While the Biden White House and Pentagon have been furiously spinning to make the calls sound routine, and the Woodward and Costa report an exaggeration, in a statement the authors told POLITICO: “We stand by our reporting.”
This whole bizarre episode reminds us of director Stanley Kubrick’s 1964 cult classic film Dr. Strangelove or: How I Learned to Stop Worrying and Love the Bomb in which a paranoid general went rogue to start a nuclear war with the Soviet Union.
But wait a minute classic film buffs will protest – in the movie Brigadier General Jack D. Ripper was the bad guy for trying to start a war, here General Milley is a good guy because he is allegedly trying to stop one.
We think that’s too shallow a reading of both the movie and Milley’s treasonous behavior.
The point of the film – aside from its obvious anti-nuclear weapons agenda – was to tell the story of how easily a rogue general – like Mark Milley – could start a nuclear war.
In Almost Everything in Dr Strangelove Was True, a 2014 essay for the New Yorker written by Eric Schlosser, the author noted that, upon taking office, John F Kennedy “. . . was surprised to learn [that] a subordinate commander faced with a substantial military action” could start the thermonuclear holocaust on his own initiative if he could not reach you.”
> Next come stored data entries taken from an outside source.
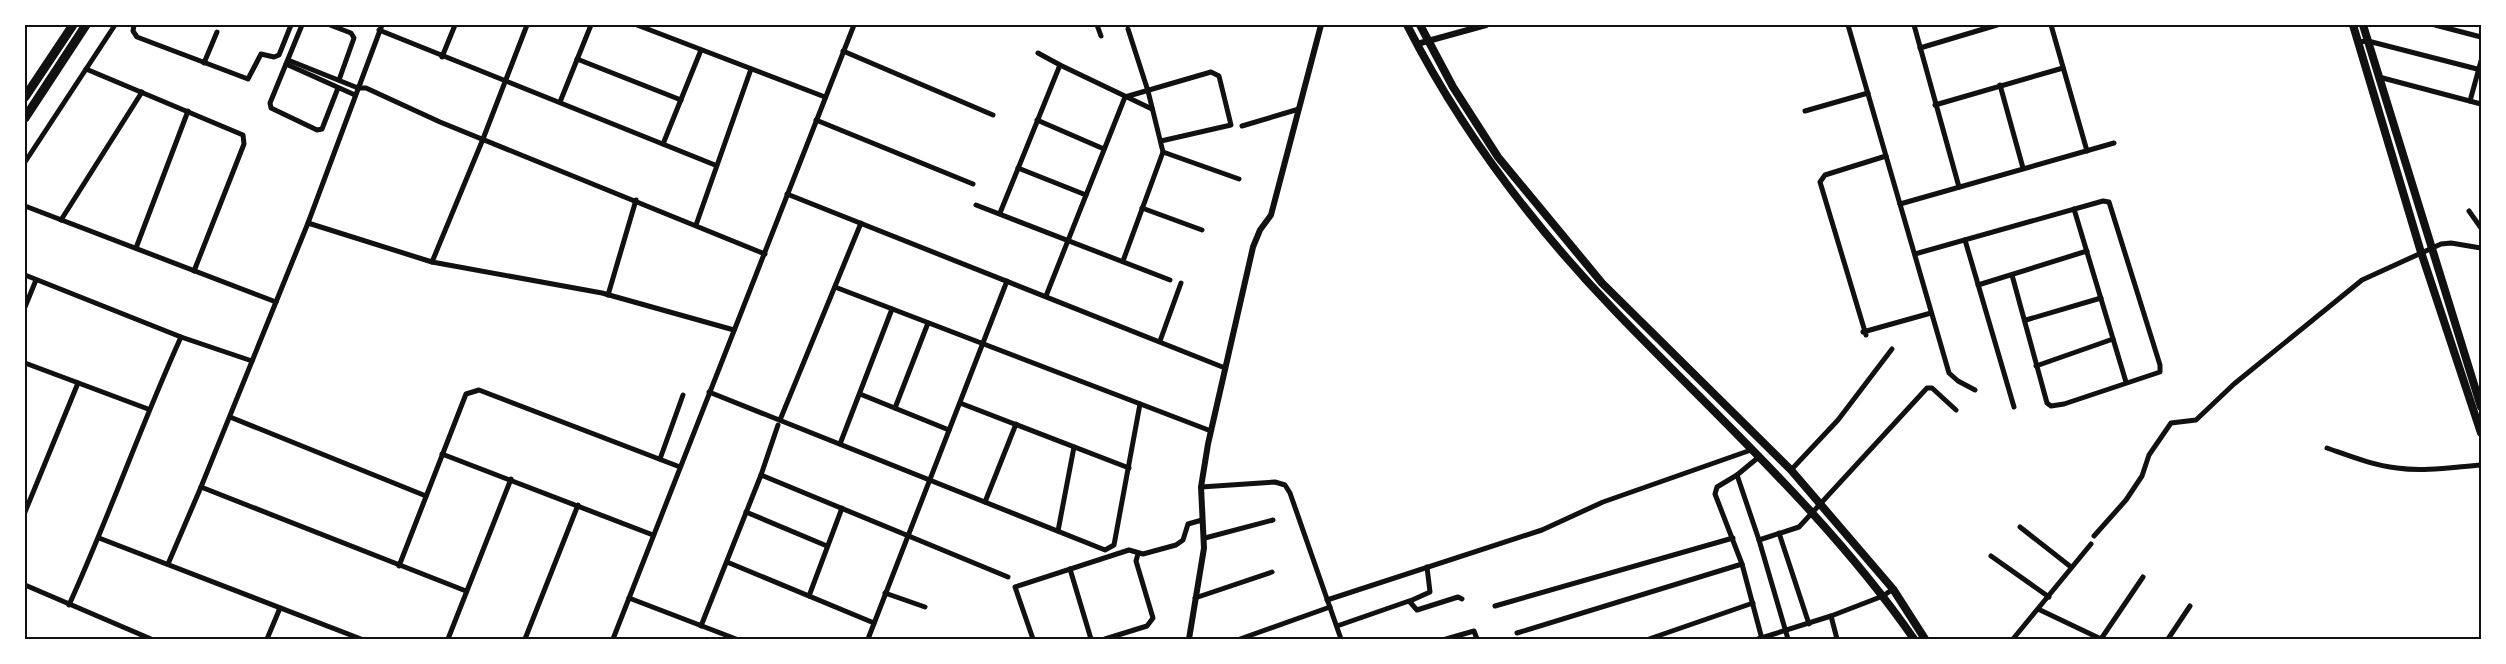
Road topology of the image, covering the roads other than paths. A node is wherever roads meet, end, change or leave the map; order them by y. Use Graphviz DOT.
graph roads {
  1 [pos="73,25"];
  2 [pos="86,25"];
  3 [pos="115,25"];
  4 [pos="134,25"];
  5 [pos="291,25"];
  6 [pos="302,25"];
  7 [pos="330,25"];
  8 [pos="455,25"];
  9 [pos="527,25"];
  10 [pos="591,25"];
  11 [pos="637,25"];
  12 [pos="1097,25"];
  13 [pos="1321,25"];
  14 [pos="1407,25"];
  15 [pos="1420,25"];
  16 [pos="1486,25"];
  17 [pos="1848,25"];
  18 [pos="1914,25"];
  19 [pos="1997,25"];
  20 [pos="2051,25"];
  21 [pos="2353,25"];
  22 [pos="2363,25"];
  23 [pos="2435,25"];
  24 [pos="851,26"];
  25 [pos="380,28"];
  26 [pos="1128,29"];
  27 [pos="216,32"];
  28 [pos="1101,36"];
  29 [pos="2481,37"];
  30 [pos="1428,41"];
  31 [pos="2368,41"];
  32 [pos="2358,42"];
  33 [pos="1417,44"];
  34 [pos="1920,48"];
  35 [pos="701,50"];
  36 [pos="844,51"];
  37 [pos="1038,52"];
  38 [pos="442,57"];
  39 [pos="577,59"];
  40 [pos="2481,60"];
  41 [pos="287,62"];
  42 [pos="204,63"];
  43 [pos="1060,65"];
  44 [pos="2063,68"];
  45 [pos="86,69"];
  46 [pos="751,69"];
  47 [pos="2480,70"];
  48 [pos="2379,77"];
  49 [pos="339,80"];
  50 [pos="506,82"];
  51 [pos="2000,85"];
  52 [pos="338,88"];
  53 [pos="358,88"];
  54 [pos="1148,91"];
  55 [pos="142,92"];
  56 [pos="1868,93"];
  57 [pos="355,95"];
  58 [pos="25,97"];
  59 [pos="1125,97"];
  60 [pos="825,98"];
  61 [pos="681,100"];
  62 [pos="2470,101"];
  63 [pos="560,102"];
  64 [pos="2481,104"];
  65 [pos="1935,105"];
  66 [pos="1152,109"];
  67 [pos="1299,109"];
  68 [pos="188,111"];
  69 [pos="1805,111"];
  70 [pos="993,114"];
  71 [pos="25,118"];
  72 [pos="816,120"];
  73 [pos="1037,120"];
  74 [pos="1242,126"];
  75 [pos="483,139"];
  76 [pos="1161,141"];
  77 [pos="2114,143"];
  78 [pos="663,144"];
  79 [pos="1104,149"];
  80 [pos="2087,151"];
  81 [pos="1163,152"];
  82 [pos="1886,156"];
  83 [pos="25,162"];
  84 [pos="715,165"];
  85 [pos="1018,168"];
  86 [pos="2022,168"];
  87 [pos="1239,179"];
  88 [pos="973,184"];
  89 [pos="1959,187"];
  90 [pos="787,194"];
  91 [pos="1086,195"];
  92 [pos="636,200"];
  93 [pos="1900,204"];
  94 [pos="976,205"];
  95 [pos="25,206"];
  96 [pos="1142,208"];
  97 [pos="2074,209"];
  98 [pos="2469,211"];
  99 [pos="1000,213"];
  100 [pos="61,220"];
  101 [pos="308,223"];
  102 [pos="860,223"];
  103 [pos="696,225"];
  104 [pos="2481,228"];
  105 [pos="1202,230"];
  106 [pos="1068,240"];
  107 [pos="1965,240"];
  108 [pos="2432,247"];
  109 [pos="136,248"];
  110 [pos="2481,248"];
  111 [pos="2087,251"];
  112 [pos="2421,251"];
  113 [pos="765,254"];
  114 [pos="1915,254"];
  115 [pos="1123,261"];
  116 [pos="432,262"];
  117 [pos="194,271"];
  118 [pos="2012,275"];
  119 [pos="25,276"];
  120 [pos="36,280"];
  121 [pos="1170,280"];
  122 [pos="1007,281"];
  123 [pos="1181,284"];
  124 [pos="1978,285"];
  125 [pos="835,287"];
  126 [pos="608,295"];
  127 [pos="1046,296"];
  128 [pos="2101,298"];
  129 [pos="276,302"];
  130 [pos="25,307"];
  131 [pos="892,309"];
  132 [pos="1632,313"];
  133 [pos="1931,313"];
  134 [pos="2026,320"];
  135 [pos="1625,321"];
  136 [pos="928,323"];
  137 [pos="734,330"];
  138 [pos="181,337"];
  139 [pos="2113,339"];
  140 [pos="1160,342"];
  141 [pos="982,345"];
  142 [pos="1892,349"];
  143 [pos="252,361"];
  144 [pos="25,363"];
  145 [pos="2036,366"];
  146 [pos="1225,368"];
  147 [pos="2126,382"];
  148 [pos="78,383"];
  149 [pos="1975,390"];
  150 [pos="709,392"];
  151 [pos="860,394"];
  152 [pos="683,395"];
  153 [pos="960,403"];
  154 [pos="1140,404"];
  155 [pos="2014,406"];
  156 [pos="2481,406"];
  157 [pos="895,408"];
  158 [pos="148,409"];
  159 [pos="1956,410"];
  160 [pos="230,417"];
  161 [pos="779,422"];
  162 [pos="1016,424"];
  163 [pos="949,430"];
  164 [pos="1211,431"];
  165 [pos="2481,433"];
  166 [pos="840,444"];
  167 [pos="1074,447"];
  168 [pos="2327,448"];
  169 [pos="1751,450"];
  170 [pos="442,454"];
  171 [pos="1760,456"];
  172 [pos="660,459"];
  173 [pos="2481,465"];
  174 [pos="680,467"];
  175 [pos="1129,468"];
  176 [pos="1791,470"];
  177 [pos="761,475"];
  178 [pos="1737,475"];
  179 [pos="511,479"];
  180 [pos="930,480"];
  181 [pos="201,487"];
  182 [pos="1201,487"];
  183 [pos="426,496"];
  184 [pos="985,502"];
  185 [pos="1821,504"];
  186 [pos="578,505"];
  187 [pos="842,508"];
  188 [pos="25,512"];
  189 [pos="746,512"];
  190 [pos="1812,514"];
  191 [pos="1202,520"];
  192 [pos="1273,520"];
  193 [pos="2020,528"];
  194 [pos="1058,531"];
  195 [pos="1779,533"];
  196 [pos="653,535"];
  197 [pos="908,535"];
  198 [pos="2094,536"];
  199 [pos="99,538"];
  200 [pos="1205,538"];
  201 [pos="1733,538"];
  202 [pos="1759,540"];
  203 [pos="2091,544"];
  204 [pos="827,546"];
  205 [pos="1138,554"];
  206 [pos="1991,556"];
  207 [pos="727,562"];
  208 [pos="168,564"];
  209 [pos="1742,564"];
  210 [pos="399,566"];
  211 [pos="1428,567"];
  212 [pos="2071,567"];
  213 [pos="1070,569"];
  214 [pos="1272,572"];
  215 [pos="1008,577"];
  216 [pos="2143,577"];
  217 [pos="25,585"];
  218 [pos="1893,589"];
  219 [pos="466,591"];
  220 [pos="885,593"];
  221 [pos="809,596"];
  222 [pos="1883,596"];
  223 [pos="2049,597"];
  224 [pos="629,598"];
  225 [pos="1195,598"];
  226 [pos="1462,599"];
  227 [pos="1327,600"];
  228 [pos="1410,601"];
  229 [pos="1753,604"];
  230 [pos="69,605"];
  231 [pos="1330,606"];
  232 [pos="1495,606"];
  233 [pos="2190,606"];
  234 [pos="925,607"];
  235 [pos="280,608"];
  236 [pos="2038,609"];
  237 [pos="1831,616"];
  238 [pos="874,623"];
  239 [pos="1809,624"];
  240 [pos="701,626"];
  241 [pos="1337,626"];
  242 [pos="1785,630"];
  243 [pos="1517,632"];
  244 [pos="354,638"];
  245 [pos="1760,638"];
  246 [pos="151,639"];
  247 [pos="267,639"];
  248 [pos="360,639"];
  249 [pos="448,639"];
  250 [pos="525,639"];
  251 [pos="613,639"];
  252 [pos="736,639"];
  253 [pos="868,639"];
  254 [pos="1033,639"];
  255 [pos="1092,639"];
  256 [pos="1105,639"];
  257 [pos="1189,639"];
  258 [pos="1240,639"];
  259 [pos="1339,639"];
  260 [pos="1446,639"];
  261 [pos="1477,639"];
  262 [pos="1650,639"];
  263 [pos="1788,639"];
  264 [pos="1838,639"];
  265 [pos="1914,639"];
  266 [pos="1925,639"];
  267 [pos="2012,639"];
  268 [pos="2101,639"];
  269 [pos="2168,639"];
  1 -- 58 [label="highway"];
  2 -- 71 [label="highway"];
  3 -- 45 [label="street"];
  4 -- 42 [label="street"];
  5 -- 42 [label="street"];
  6 -- 41 [label="street"];
  7 -- 49 [label="street"];
  8 -- 38 [label="street"];
  9 -- 50 [label="street"];
  10 -- 39 [label="street"];
  11 -- 35 [label="street"];
  12 -- 28 [label="street"];
  13 -- 67 [label="street"];
  14 -- 33 [label="main road"];
  15 -- 30 [label="main road"];
  16 -- 30 [label="street"];
  17 -- 56 [label="street"];
  18 -- 34 [label="street"];
  19 -- 34 [label="street"];
  20 -- 44 [label="street"];
  21 -- 32 [label="main road"];
  22 -- 31 [label="main road"];
  23 -- 29 [label="street"];
  24 -- 36 [label="street"];
  25 -- 38 [label="street"];
  25 -- 53 [label="street"];
  26 -- 54 [label="street"];
  27 -- 42 [label="street"];
  30 -- 33 [label="street"];
  30 -- 132 [label="main road"];
  31 -- 32 [label="street"];
  31 -- 47 [label="street"];
  31 -- 48 [label="main road"];
  32 -- 112 [label="main road"];
  33 -- 135 [label="main road"];
  34 -- 65 [label="street"];
  35 -- 46 [label="street"];
  35 -- 61 [label="street"];
  36 -- 60 [label="street"];
  36 -- 70 [label="street"];
  37 -- 43 [label="street"];
  38 -- 50 [label="street"];
  39 -- 61 [label="street"];
  39 -- 63 [label="street"];
  40 -- 47 [label="street"];
  41 -- 49 [label="street"];
  41 -- 52 [label="street"];
  41 -- 52 [label="street"];
  43 -- 59 [label="street"];
  43 -- 73 [label="street"];
  44 -- 51 [label="street"];
  44 -- 80 [label="street"];
  45 -- 55 [label="street"];
  45 -- 83 [label="street"];
  46 -- 60 [label="street"];
  46 -- 84 [label="street"];
  47 -- 62 [label="street"];
  48 -- 62 [label="street"];
  48 -- 108 [label="main road"];
  49 -- 53 [label="street"];
  50 -- 63 [label="street"];
  50 -- 75 [label="street"];
  51 -- 65 [label="street"];
  51 -- 86 [label="street"];
  52 -- 57 [label="street"];
  53 -- 57 [label="street"];
  53 -- 75 [label="street"];
  54 -- 59 [label="street"];
  54 -- 66 [label="street"];
  54 -- 76 [label="street"];
  55 -- 68 [label="street"];
  55 -- 100 [label="street"];
  56 -- 69 [label="street"];
  56 -- 82 [label="street"];
  57 -- 101 [label="street"];
  59 -- 66 [label="street"];
  59 -- 79 [label="street"];
  60 -- 72 [label="street"];
  61 -- 78 [label="street"];
  62 -- 64 [label="street"];
  63 -- 78 [label="street"];
  65 -- 89 [label="street"];
  66 -- 76 [label="street"];
  67 -- 74 [label="street"];
  67 -- 146 [label="street"];
  68 -- 109 [label="street"];
  68 -- 117 [label="street"];
  72 -- 88 [label="street"];
  72 -- 90 [label="street"];
  73 -- 79 [label="street"];
  73 -- 85 [label="street"];
  75 -- 92 [label="street"];
  75 -- 116 [label="street"];
  76 -- 81 [label="street"];
  77 -- 80 [label="street"];
  78 -- 84 [label="street"];
  79 -- 91 [label="street"];
  80 -- 86 [label="street"];
  81 -- 87 [label="street"];
  81 -- 96 [label="street"];
  82 -- 93 [label="street"];
  82 -- 133 [label="street"];
  84 -- 103 [label="street"];
  85 -- 91 [label="street"];
  85 -- 99 [label="street"];
  86 -- 89 [label="street"];
  89 -- 93 [label="street"];
  90 -- 102 [label="street"];
  90 -- 113 [label="street"];
  91 -- 106 [label="street"];
  92 -- 103 [label="street"];
  92 -- 126 [label="street"];
  93 -- 114 [label="street"];
  94 -- 99 [label="street"];
  95 -- 100 [label="street"];
  96 -- 105 [label="street"];
  96 -- 115 [label="street"];
  97 -- 107 [label="street"];
  97 -- 111 [label="street"];
  97 -- 147 [label="street"];
  98 -- 104 [label="street"];
  99 -- 106 [label="street"];
  100 -- 109 [label="street"];
  101 -- 116 [label="street"];
  101 -- 129 [label="street"];
  102 -- 122 [label="street"];
  102 -- 125 [label="street"];
  103 -- 113 [label="street"];
  106 -- 115 [label="street"];
  106 -- 127 [label="street"];
  107 -- 114 [label="street"];
  107 -- 124 [label="street"];
  108 -- 110 [label="street"];
  108 -- 112 [label="street"];
  108 -- 156 [label="main road"];
  109 -- 117 [label="street"];
  111 -- 118 [label="street"];
  111 -- 128 [label="street"];
  112 -- 165 [label="main road"];
  112 -- 198 [label="street"];
  113 -- 137 [label="street"];
  114 -- 133 [label="street"];
  115 -- 121 [label="street"];
  116 -- 126 [label="street"];
  117 -- 129 [label="street"];
  118 -- 124 [label="street"];
  118 -- 134 [label="street"];
  119 -- 120 [label="street"];
  120 -- 130 [label="street"];
  120 -- 138 [label="street"];
  122 -- 127 [label="street"];
  122 -- 141 [label="street"];
  123 -- 140 [label="street"];
  124 -- 155 [label="street"];
  125 -- 131 [label="street"];
  125 -- 161 [label="street"];
  126 -- 137 [label="street"];
  127 -- 140 [label="street"];
  128 -- 134 [label="street"];
  128 -- 139 [label="street"];
  129 -- 143 [label="street"];
  131 -- 136 [label="street"];
  131 -- 151 [label="street"];
  132 -- 135 [label="main road"];
  132 -- 176 [label="main road"];
  133 -- 149 [label="street"];
  134 -- 145 [label="street"];
  135 -- 169 [label="main road"];
  136 -- 141 [label="street"];
  136 -- 157 [label="street"];
  137 -- 150 [label="street"];
  138 -- 143 [label="street"];
  138 -- 158 [label="street"];
  139 -- 145 [label="street"];
  139 -- 147 [label="street"];
  140 -- 146 [label="street"];
  141 -- 153 [label="street"];
  141 -- 154 [label="street"];
  142 -- 176 [label="street"];
  143 -- 160 [label="street"];
  144 -- 148 [label="street"];
  145 -- 147 [label="street"];
  146 -- 164 [label="street"];
  148 -- 158 [label="street"];
  148 -- 188 [label="street"];
  150 -- 161 [label="street"];
  150 -- 174 [label="street"];
  151 -- 157 [label="street"];
  151 -- 166 [label="street"];
  152 -- 172 [label="street"];
  153 -- 162 [label="street"];
  153 -- 163 [label="street"];
  154 -- 164 [label="street"];
  154 -- 175 [label="street"];
  157 -- 163 [label="street"];
  158 -- 199 [label="street"];
  159 -- 185 [label="street"];
  160 -- 181 [label="street"];
  160 -- 183 [label="street"];
  161 -- 166 [label="street"];
  161 -- 177 [label="street"];
  162 -- 167 [label="street"];
  162 -- 184 [label="street"];
  163 -- 180 [label="street"];
  164 -- 182 [label="street"];
  166 -- 180 [label="street"];
  167 -- 175 [label="street"];
  167 -- 194 [label="street"];
  168 -- 173 [label="street"];
  169 -- 171 [label="main road"];
  169 -- 211 [label="street"];
  170 -- 172 [label="street"];
  170 -- 179 [label="street"];
  170 -- 183 [label="street"];
  171 -- 178 [label="street"];
  171 -- 190 [label="main road"];
  172 -- 174 [label="street"];
  174 -- 196 [label="street"];
  175 -- 194 [label="street"];
  176 -- 185 [label="main road"];
  177 -- 187 [label="street"];
  177 -- 189 [label="street"];
  178 -- 201 [label="street"];
  178 -- 202 [label="street"];
  179 -- 186 [label="street"];
  179 -- 219 [label="street"];
  180 -- 184 [label="street"];
  180 -- 197 [label="street"];
  181 -- 208 [label="street"];
  181 -- 210 [label="street"];
  182 -- 191 [label="street"];
  182 -- 227 [label="street"];
  183 -- 210 [label="street"];
  184 -- 194 [label="street"];
  185 -- 190 [label="street"];
  185 -- 218 [label="main road"];
  186 -- 196 [label="street"];
  186 -- 250 [label="street"];
  187 -- 197 [label="street"];
  187 -- 204 [label="street"];
  189 -- 204 [label="street"];
  189 -- 207 [label="street"];
  190 -- 195 [label="street"];
  190 -- 222 [label="main road"];
  191 -- 200 [label="street"];
  191 -- 205 [label="street"];
  192 -- 200 [label="street"];
  193 -- 212 [label="street"];
  195 -- 202 [label="street"];
  195 -- 239 [label="street"];
  196 -- 224 [label="street"];
  197 -- 215 [label="street"];
  197 -- 220 [label="street"];
  199 -- 208 [label="street"];
  199 -- 230 [label="street"];
  200 -- 225 [label="street"];
  201 -- 209 [label="street"];
  201 -- 232 [label="street"];
  202 -- 242 [label="street"];
  203 -- 212 [label="street"];
  204 -- 221 [label="street"];
  205 -- 213 [label="street"];
  205 -- 256 [label="street"];
  206 -- 223 [label="street"];
  207 -- 221 [label="street"];
  207 -- 240 [label="street"];
  208 -- 235 [label="street"];
  209 -- 229 [label="street"];
  209 -- 243 [label="street"];
  210 -- 219 [label="street"];
  211 -- 227 [label="street"];
  211 -- 228 [label="street"];
  212 -- 223 [label="street"];
  213 -- 254 [label="street"];
  213 -- 255 [label="street"];
  214 -- 225 [label="street"];
  216 -- 268 [label="street"];
  217 -- 230 [label="street"];
  218 -- 222 [label="street"];
  218 -- 266 [label="main road"];
  219 -- 249 [label="street"];
  220 -- 234 [label="street"];
  220 -- 238 [label="street"];
  221 -- 238 [label="street"];
  222 -- 237 [label="street"];
  222 -- 265 [label="main road"];
  223 -- 236 [label="street"];
  224 -- 240 [label="street"];
  224 -- 251 [label="street"];
  225 -- 257 [label="street"];
  226 -- 228 [label="street"];
  227 -- 231 [label="street"];
  228 -- 241 [label="street"];
  229 -- 245 [label="street"];
  229 -- 262 [label="street"];
  230 -- 246 [label="street"];
  231 -- 241 [label="street"];
  231 -- 258 [label="street"];
  233 -- 269 [label="street"];
  235 -- 244 [label="street"];
  235 -- 247 [label="street"];
  236 -- 267 [label="street"];
  236 -- 268 [label="street"];
  237 -- 239 [label="street"];
  237 -- 264 [label="street"];
  238 -- 253 [label="street"];
  239 -- 242 [label="street"];
  240 -- 252 [label="street"];
  241 -- 259 [label="street"];
  242 -- 245 [label="street"];
  242 -- 263 [label="street"];
  244 -- 248 [label="street"];
  260 -- 261 [label="street"];
}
Kennedy and his national-security advisers sought to encode the NATO stockpile of approximately three thousand American nuclear weapons stored in Europe, but the Air Force and the Navy refused to add code switches to the weapons in their custody, thus making the idea of a rogue commander all too chillingly plausible, noted Tara Brady in an article for the Irish Times.
“When Strangelove was released,” wrote Schlosser. “There were all these articles about how implausible it was, how nothing like this could ever occur. And that was a lie. There were no locks on the bombs. There were no controls on them. When President Kennedy took office he didn’t know that the authority to use nuclear weapons had secretly been granted to low level commanders. Kubrick looked really closely at our nuclear war plan. He spoke to a lot of people in the military. And he was correct in assuming that we could have a nuclear war by accident.”
And of course, the opposite is also true – we could lose such a war or be destroyed if our senior or even fairly junior officers simply decided to ignore their orders and refused to engage the enemy – which is where Mark Milley reenters our story.
Can we afford to entrust our national defense to the commander who left billions of dollars of weapons behind for our enemies when he ordered the chaotic retreat from Afghanistan? Can we trust a commander subject to such paranoic whims that he thinks – without evidence – that his Commander-in-Chief is going to start a nuclear war and promises our greatest enemy that he will give them a heads-up if an attack is coming? The answer is obviously no.
In 1964 Kubrick’s film was panned by many conservatives as being anti-military, anti-American or even “pink.” But the important point that it made – who is in charge of America’s massive military power matters as much or more than the power itself – is still relevant, and it tells us that Mark Milley is not just insubordinate, but a dangerous lunatic who cannot be trusted anywhere near the chain of command of America’s 21st century military arsenal.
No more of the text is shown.